How to find the numerical value of $\tan20\tan40\tan60\tan80$?

Question

$$\tan20\tan40\tan60\tan80$$

I tried to bring $\tan20$, $\tan40$ in $\tan(a+b)$ form but couldn't get the answer. Using calculator I got it has $3$. Can anybody please tell me how to solve this?

Answer 1

$$\tan{x}\tan(x+60^{\circ})\tan(x+120^{\circ})=\tan{x}\cdot\tfrac{\tan{x}+\sqrt3}{1-\sqrt3\tan{x}}\cdot\tfrac{\tan{x}-\sqrt3}{1+\sqrt3\tan{x}}=\tfrac{\tan^3x-3\tan{x}}{1-3\tan^2x}=-\tan3x.$$ Thus, $$\tan20^{\circ}\tan40^{\circ}\tan60^{\circ}\tan80^{\circ}=-\tan20^{\circ}\tan80^{\circ}\tan140^{\circ}\tan60^{\circ}=-(-\sqrt3)\sqrt3=3.$$

Answer 2

In general, $$\tan x=\frac{\sin x}{\cos x}=\frac{\sin^2x}{\sin x\cos x} =\frac{2\sin^2x}{\sin 2x}.$$ Using this, will cause your product to telescope: \begin{align} \tan20^\circ\tan40^\circ\tan60^\circ\tan80^\circ &=16\frac{\sin^220^\circ\sin^240^\circ\sin^260^\circ\sin^280^\circ} {\sin40^\circ\sin80^\circ\sin120^\circ\sin160^\circ}\\ &=16\sin20^\circ\sin40^\circ\sin60^\circ\sin80^\circ=16P \end{align} say.
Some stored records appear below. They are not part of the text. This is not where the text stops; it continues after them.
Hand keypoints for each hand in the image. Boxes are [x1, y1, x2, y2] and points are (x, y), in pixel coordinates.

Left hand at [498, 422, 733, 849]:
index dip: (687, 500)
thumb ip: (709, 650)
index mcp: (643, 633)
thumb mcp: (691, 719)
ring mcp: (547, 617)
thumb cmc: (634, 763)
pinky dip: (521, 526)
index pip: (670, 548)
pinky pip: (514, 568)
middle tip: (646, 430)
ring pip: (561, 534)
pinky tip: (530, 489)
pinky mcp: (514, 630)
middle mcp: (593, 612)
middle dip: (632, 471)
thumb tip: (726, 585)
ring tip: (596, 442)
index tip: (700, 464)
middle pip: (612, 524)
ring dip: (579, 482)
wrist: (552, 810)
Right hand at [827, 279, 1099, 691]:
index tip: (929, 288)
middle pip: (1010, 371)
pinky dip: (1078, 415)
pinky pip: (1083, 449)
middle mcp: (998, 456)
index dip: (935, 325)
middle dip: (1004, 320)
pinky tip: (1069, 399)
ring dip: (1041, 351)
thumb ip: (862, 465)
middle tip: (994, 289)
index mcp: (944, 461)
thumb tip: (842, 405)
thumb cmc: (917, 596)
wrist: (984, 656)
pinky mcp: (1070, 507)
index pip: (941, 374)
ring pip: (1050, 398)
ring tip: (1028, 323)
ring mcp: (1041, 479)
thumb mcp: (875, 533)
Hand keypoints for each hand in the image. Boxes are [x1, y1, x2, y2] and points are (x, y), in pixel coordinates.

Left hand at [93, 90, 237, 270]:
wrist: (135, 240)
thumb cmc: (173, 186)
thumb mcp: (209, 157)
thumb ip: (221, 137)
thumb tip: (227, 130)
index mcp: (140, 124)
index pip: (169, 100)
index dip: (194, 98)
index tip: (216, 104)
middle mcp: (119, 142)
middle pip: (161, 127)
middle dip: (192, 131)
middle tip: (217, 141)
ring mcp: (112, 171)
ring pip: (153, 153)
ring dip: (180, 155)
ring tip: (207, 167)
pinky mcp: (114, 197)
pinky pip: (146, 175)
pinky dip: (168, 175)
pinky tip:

Now \begin{align} P^2&=\prod_{k=1}^8\sin(20k)^\circ=\frac1{2^8}(e^{-ik\pi/9}-e^{ik\pi/9}) =\frac1{2^8}(1-e^{i2k\pi/9}). \end{align} But $$\frac{X^9-1}{X-1}=\prod_{k=1}^8(X-e^{i2k\pi/9})$$ and taking $X=1$ gives $P^2=9/2^8$. So $P=3/16$ and your product is $3$.